É saudável observar como Santos desnuda a evolução problemática das nações mais tradicionais e "civilizadas", mostrando que, em termos de legislação eleitoral, muitas são mais atrasados que o Brasil, embora convivam harmoniosamente com seus problemas. Afinal, diz Santos, é preciso que as sociedades compreendam "o espírito" das leis, o que significa agir com justiça em linha com determinadas convicções, sem que seja necessário ao Estado usar de violência institucional.
Só quero deixar claro uma coisa. Os comentários que teço neste post são uma interpretação livre da minha leitura da obra citada.
Santos defende, com um entusiasmo discreto mas inegável, a democracia brasileira e o voto proporcional, e critica ferozmente os que procuram introduzir o voto distrital, e outras mudanças esdrúxulas na legislação eleitoral. Ele apresenta suas razões, mostrando que o voto proporcional é mais democrático, porque protege as minorias contra a tirania da maioria. Também aborda a questão dos partidos, observando que a legislação deve permitir a candidatura avulsa, sem partido, ou evitar que os partidos se oligarquizem, ou seja, se tornem propriedade de suas lideranças. O que me fez lembrar de certas lideranças partidárias escolhendo o candidato à República num restaurante cinco estrelas de São Paulo.
O livro foi escrito em 1998, e Santos já acusava a mídia de patrocinar campanhas que difamavam as instituições políticas. Difama e depois faz pesquisa junto a opinião pública para saber a opinião que têm dos políticos, os quais se tornaram "vilões" apenas por serem políticos. A jovem e ainda insegura democracia brasileira enfrentou, durante todos os anos 80 e 90, e enfrenta até hoje, uma incessante campanha da imprensa contra todos os seus principais pilares, Legislativo, Judiciário e Executivo. Santos analisa e vê aí uma revolta oligárquica contra os avanços democráticos no país.
O último livro político de Santos chama-se Paradoxo de Rousseau, e aborda questões mais recentes. Está esgotado em quase todas as livrarias e sites de compra. Aí vai um pito à editora. Tentei encontrá-lo em diversas partes e não o encontrei.
Ainda não terminei de ler o livro de que falo neste post (Décadas de Espanto). Volto a ele mais tarde. Acho que Santos é um autor que merece ser estudado com muita atenção por todo cidadão interessado em entender os complicados processos políticos brasileiros, desde seus primórdios. Assim os debates políticos poderiam ganhar qualidade e os segmentos avançados da opinião pública se tornariam mais exigentes em relação à mídia.

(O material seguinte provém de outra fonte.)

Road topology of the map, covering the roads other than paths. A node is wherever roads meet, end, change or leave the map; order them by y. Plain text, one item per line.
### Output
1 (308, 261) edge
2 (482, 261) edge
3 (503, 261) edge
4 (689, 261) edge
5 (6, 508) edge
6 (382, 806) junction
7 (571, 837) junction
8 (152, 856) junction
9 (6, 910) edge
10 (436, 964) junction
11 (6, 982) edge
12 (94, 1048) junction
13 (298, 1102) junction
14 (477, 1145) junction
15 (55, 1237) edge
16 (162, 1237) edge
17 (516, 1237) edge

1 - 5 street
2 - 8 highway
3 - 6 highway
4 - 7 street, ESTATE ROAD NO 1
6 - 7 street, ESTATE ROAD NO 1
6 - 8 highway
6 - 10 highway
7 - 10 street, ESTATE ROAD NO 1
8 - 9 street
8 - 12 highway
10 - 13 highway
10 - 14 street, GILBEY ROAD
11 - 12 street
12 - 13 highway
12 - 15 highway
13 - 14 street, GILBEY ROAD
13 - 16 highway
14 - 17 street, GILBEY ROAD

Santos denuncia ainda uma série de críticas econômicas e políticas da mídia à democracia brasileira. Por exemplo, há muito tempo (o livro é de 1998) que a mídia insiste em comparar o crescimento do PIB brasileiro à de seus vizinhos pequenos. Santos lembra que, em 1946, para pegar um ano aleatoriamente, Honduras cresceu 6,9% enquanto o Brasil cresceu somente 1%. O PIB per capita no Brasil era de US$ 195, contra US$ 205 em Honduras. Pois bem, em 1993, o PIB per capita no Brasil chegou a US$ 2.930, seis vezes acima do PIB hondurenho. Santos usa outros exemplos similares para mostrar como a mídia manipula dados econômicos para pressionar por reformas nem sempre prioritárias, nem sempre necessárias e que, em muitos casos, implicariam em retrocesso democrático.
O Brasil precisa reler sua história, precisa abordar sob outros ângulos a sua experiência democrática. Por exemplo, na República Velha, a média dos eleitores oscilou em torno de 2,5% da população brasileira. Em 1945, já correspondia a 16%. Em 1994 chegou a 65,4% da população.
Ou seja, a nossa democracia é jovem. Muito jovem. Isso não significa que caminhe seguramente na direção do Paraíso. Nada é tão fácil. É preciso que a população fique atenta para que o sistema eleitoral e as instâncias de poder realmente correspondam a seus anseios.
Em 1998, Santos denunciava o financiamento espúrio das campanhas eleitorais, que seria o equivalente à compra de votos do século passado. Esse fato traria distorções profundas ao processo eleitoral, porque implica em vantagens para candidatos e partidos que usufruem de recursos de origem duvidosa. Entretanto, a constatação do problema não diminui a confiança de Santos na democracia, que possui instrumentos para coibi-lo ou reduzi-lo a níveis mínimos.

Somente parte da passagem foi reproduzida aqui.